Mozilla : könntest du dir einen kompletten umstieg auf chrome vorstellen, dieser ist wesendlich sicherer und sollte auch schneller sein.

deinstaliere:
Nuvoton
OfferBox
Praetorians
Race Driver
Rockstar
Secret Maryo
Skype Toolbars
Softonic
SweetIM
TeamViewer
Toon Boom
UseNeXT
Vegas
VirtualCloneDrive
Widestream6
Windows iLivid

öffne otl, bereinigen, neustart.
öffne ccleaner, analysierm, bereinigen, neustart.
testen ob pc und programme nach wunsch laufen.

Fabsge

10.02.2012 14:14

Muss ich Mozilla deinstallieren wenn ich auf Chrome umsteigen sollte ?

Fabsge

10.02.2012 15:19

Alles wie geschrieben deinstalliert.

Ich konnte allerdings 3 Programme/Spiele nicht deinstallieren:

Race Driver (InstallShield Wizard Fehlermeldungen)
Counter Strike (andauernt keine Rückmeldung)
Praetorians (wird doch noch gebraucht)

Nochmals meine Frage: Muss ich Mozilla deinstallieren wenn ich auf Chrome umsteigen sollte ?

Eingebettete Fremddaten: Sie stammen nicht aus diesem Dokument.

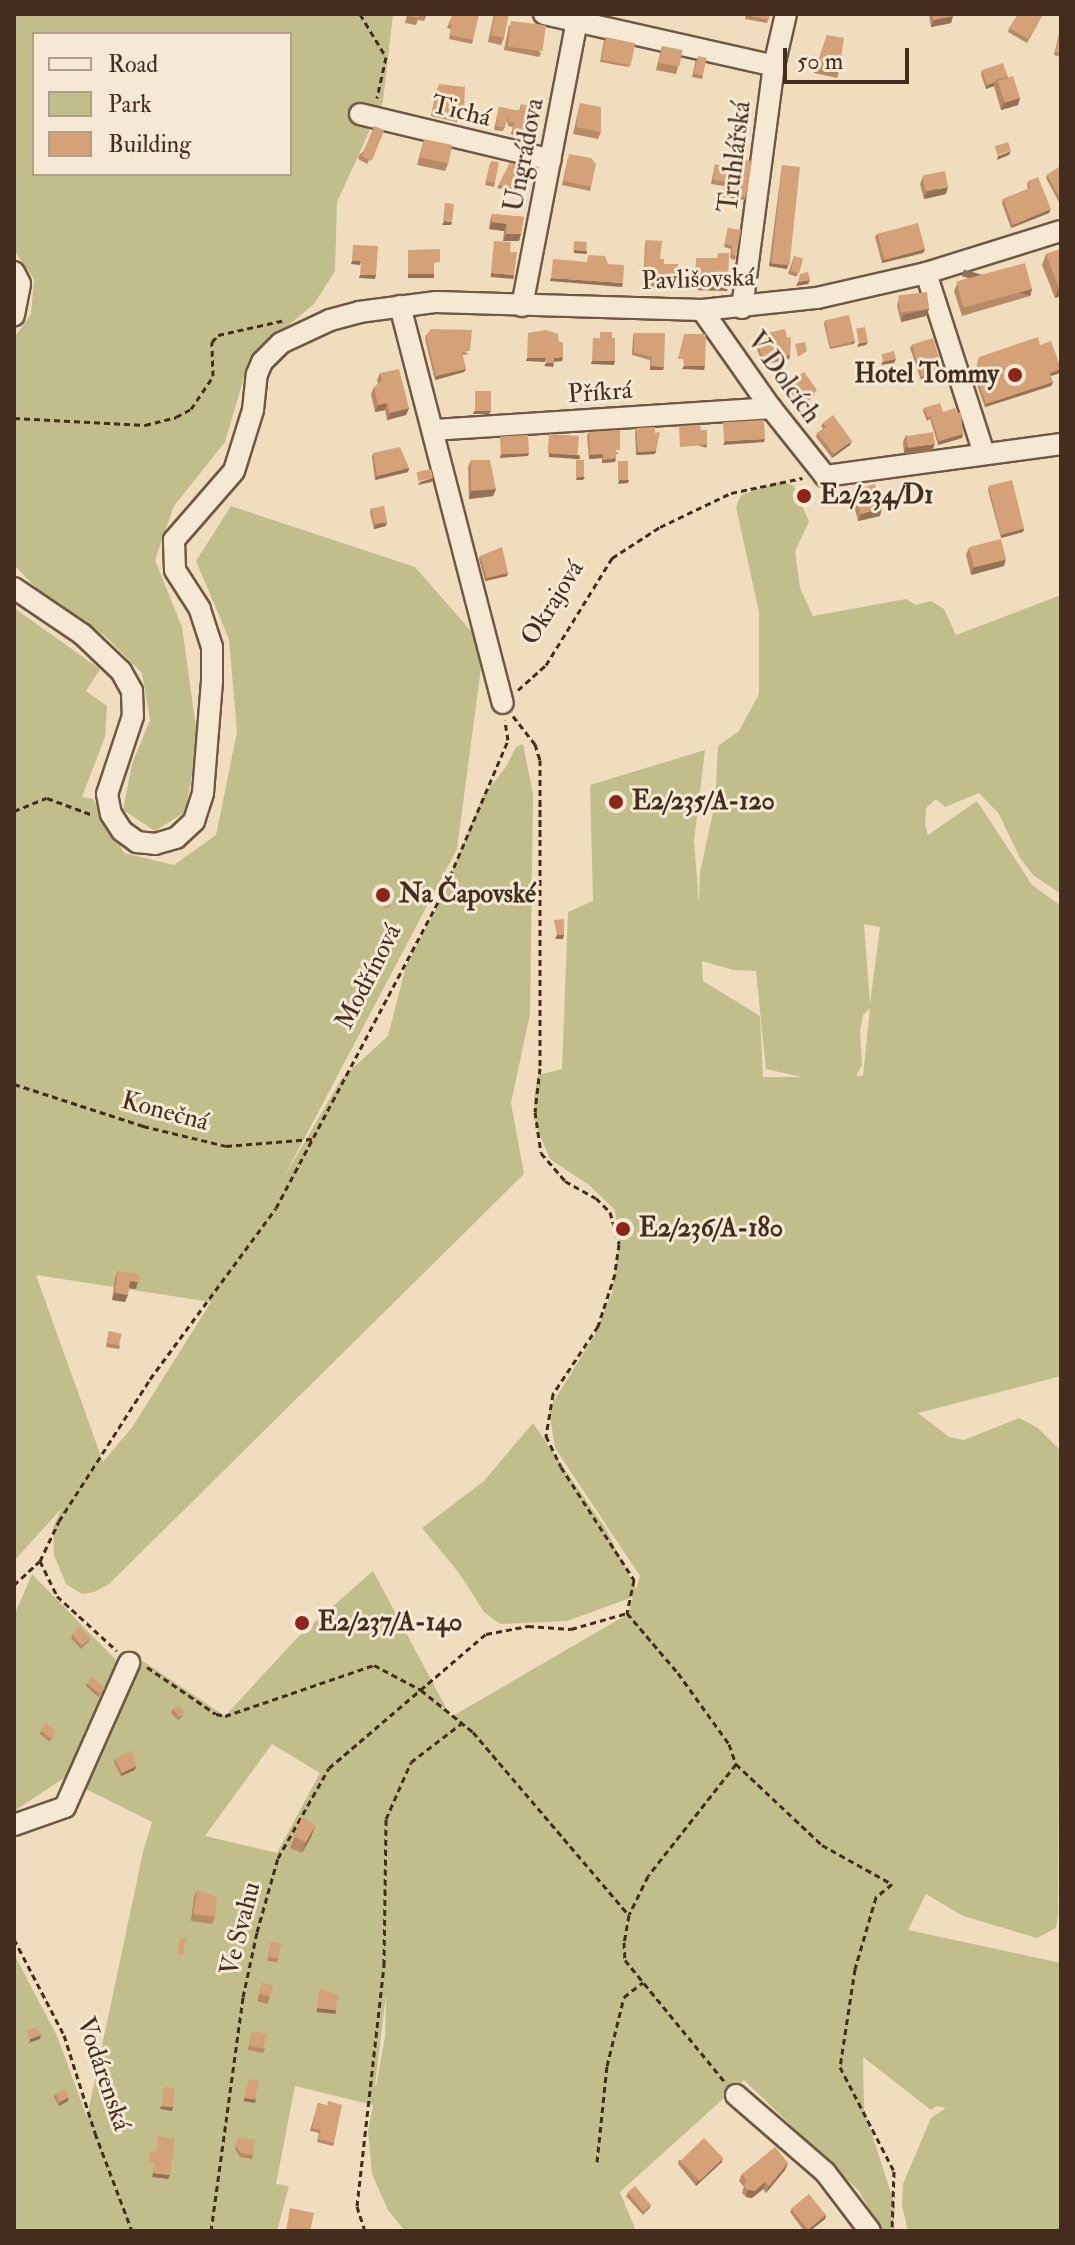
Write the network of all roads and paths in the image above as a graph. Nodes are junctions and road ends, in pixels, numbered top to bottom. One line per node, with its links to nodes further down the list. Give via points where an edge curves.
1 (360, 14): 6 (path, via 386,57)
2 (544, 14): 4 (street)
3 (786, 14): 5 (street, Truhlářská)
4 (577, 17): 5 (street); 7 (street, Ungrádova)
5 (774, 66): 13 (street, Truhlářská)
6 (366, 116): 7 (street, Tichá)
7 (551, 160): 12 (street, Ungrádova)
8 (1061, 231): 10 (street, Pavlišovská)
9 (14, 272): 15 (street, via 20,284)
10 (926, 273): 13 (street, Pavlišovská, via 817,298); 21 (street)
11 (400, 306): 12 (street, Pavlišovská); 19 (street); 26 (street, Pavlišovská, via 330,320 281,343 262,362 234,471 174,540 175,570 200,609 212,647 203,793 194,821 176,838 137,842)
12 (522, 306): 14 (street, Pavlišovská)
13 (742, 308): 14 (street, Pavlišovská)
14 (702, 310): 17 (street, V Dolcích)
15 (14, 315)
16 (297, 318): 18 (path, via 218,335 212,342 213,376 191,409 176,417 145,425)
17 (771, 408): 19 (street, Příkrá); 22 (street, V Dolcích)
18 (14, 418)
19 (433, 430): 24 (street)
20 (1061, 444): 21 (street)
21 (984, 454): 22 (street)
22 (825, 476): 24 (path, Okrajová, via 731,493 660,527 612,558 546,665)
23 (14, 588): 26 (street, via 108,654 132,691 133,716 107,794)
24 (503, 703): 28 (path, Modřínová, via 508,740 485,799 442,895); 31 (path, via 535,744 540,760 540,1068 535,1112 541,1153 565,1181 610,1212 619,1244 598,1326 553,1394 546,1436 634,1580)
25 (14, 811): 26 (path, via 47,798)
26 (122, 831)
27 (14, 1084): 28 (path, Konečná, via 143,1126 226,1146)
28 (312, 1139): 29 (path, Modřínová, via 276,1208 150,1379 59,1521)
29 (40, 1561): 30 (path); 32 (path, via 57,1596)
30 (14, 1585)
31 (627, 1613): 33 (path, Ve Svahu, via 571,1629 528,1626 486,1634); 35 (path, via 687,1685 729,1744)
32 (129, 1663): 33 (path, via 149,1668 225,1716 374,1665); 36 (street, via 65,1807)
33 (421, 1690): 34 (path); 43 (path, Ve Svahu, via 329,1768 278,1858 243,1997)
34 (462, 1723): 37 (path); 44 (path, via 411,1762 386,1819 384,1965 357,2206)
35 (736, 1764): 37 (path, via 648,1876); 46 (path, via 822,1845 892,1884 876,1897 871,1912 855,1969 840,2067 894,2171)
36 (14, 1825)
37 (629, 1915): 39 (path, via 625,1960)
38 (14, 1939): 42 (path, Vodárenská, via 64,2035)
39 (643, 1982): 40 (path); 41 (path, via 624,1997 607,2066)
40 (736, 2095): 45 (street, via 825,2172)
41 (597, 2162)
42 (132, 2231)
43 (211, 2231)
44 (365, 2231)
45 (870, 2231)
46 (892, 2231)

Soll ich nun einfach wie besprochen mit OTL weitermachen ?

markusg

10.02.2012 15:21

hi,
ich kann dir noch sagen wie du die lesezeichen importierst, und danach sollte er deinstaliert werden.
und bitte hätze mic nicht, ich hab viel zu tun.
wegen der nicht funktionierenden deinstalation, versuche revo
http://www.hijackthis-forum.de/tipps...installer.html

Fabsge

10.02.2012 15:34

Ich wollte dich keinesfalls hetzen, ich hab die Frage nur nochmal in den neuen Post, weil es nun auf einer anderen Seite ist.

Wie funktioniert das mit den Lesezeichen importieren ?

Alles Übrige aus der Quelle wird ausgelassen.